Where does the string "thumb" appear in the records? Copy each line that holds it.

*Material shown:*
═══
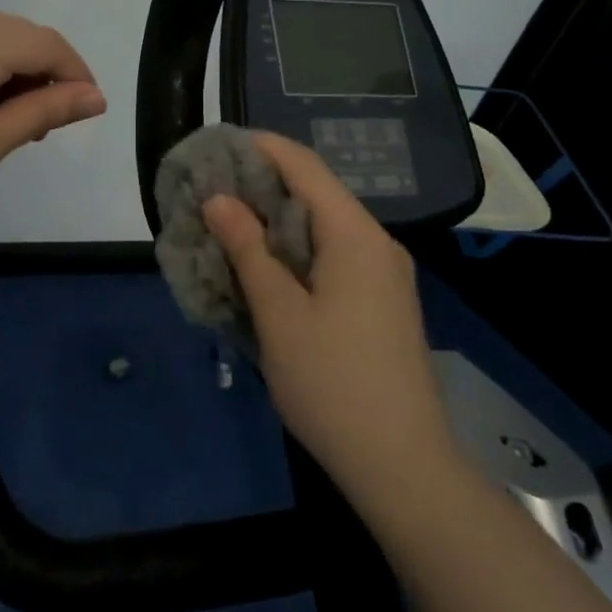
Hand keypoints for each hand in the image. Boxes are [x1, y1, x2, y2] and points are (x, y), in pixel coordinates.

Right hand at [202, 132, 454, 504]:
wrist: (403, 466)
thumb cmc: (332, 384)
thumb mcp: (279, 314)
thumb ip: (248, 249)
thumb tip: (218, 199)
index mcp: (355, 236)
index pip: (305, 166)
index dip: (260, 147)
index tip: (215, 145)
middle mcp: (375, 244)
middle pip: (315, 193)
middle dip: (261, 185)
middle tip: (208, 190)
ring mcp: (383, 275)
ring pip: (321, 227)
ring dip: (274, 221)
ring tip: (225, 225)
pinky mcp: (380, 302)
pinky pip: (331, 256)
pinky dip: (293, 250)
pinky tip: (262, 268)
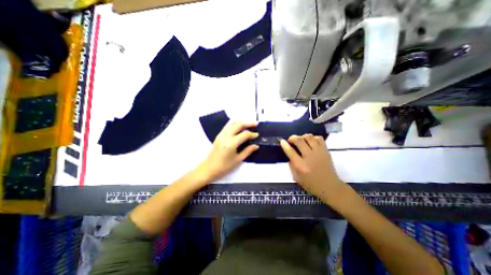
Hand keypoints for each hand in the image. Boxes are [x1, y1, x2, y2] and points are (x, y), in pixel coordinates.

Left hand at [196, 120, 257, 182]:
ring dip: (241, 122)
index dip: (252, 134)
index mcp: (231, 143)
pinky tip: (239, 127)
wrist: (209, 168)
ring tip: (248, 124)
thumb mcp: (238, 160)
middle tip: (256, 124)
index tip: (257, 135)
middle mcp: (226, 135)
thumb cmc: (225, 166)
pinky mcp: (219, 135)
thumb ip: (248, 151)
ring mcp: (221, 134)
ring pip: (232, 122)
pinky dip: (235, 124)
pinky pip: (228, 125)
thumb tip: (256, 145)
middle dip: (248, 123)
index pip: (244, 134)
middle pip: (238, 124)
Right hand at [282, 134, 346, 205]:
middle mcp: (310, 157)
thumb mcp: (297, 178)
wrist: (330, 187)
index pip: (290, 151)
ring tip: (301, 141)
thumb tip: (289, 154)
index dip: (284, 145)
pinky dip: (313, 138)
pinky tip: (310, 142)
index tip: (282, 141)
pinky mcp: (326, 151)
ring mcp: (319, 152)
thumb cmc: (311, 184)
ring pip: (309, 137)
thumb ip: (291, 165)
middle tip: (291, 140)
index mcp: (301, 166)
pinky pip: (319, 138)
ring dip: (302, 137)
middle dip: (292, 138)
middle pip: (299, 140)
═══
*Task result:*
thumb cmc: (332, 384)
thumb mcp: (279, 314)
thumb ip: (248, 249)
thumb tip: (218, 199)
thumb mcp: (238, 160)
thumb cmc: (225, 166)
thumb ip: (248, 151)
thumb tip: (256, 145)
thumb mcp: (297, 178)
thumb tip: (289, 154)
thumb cmc: (311, 184)
thumb ip: (291, 165)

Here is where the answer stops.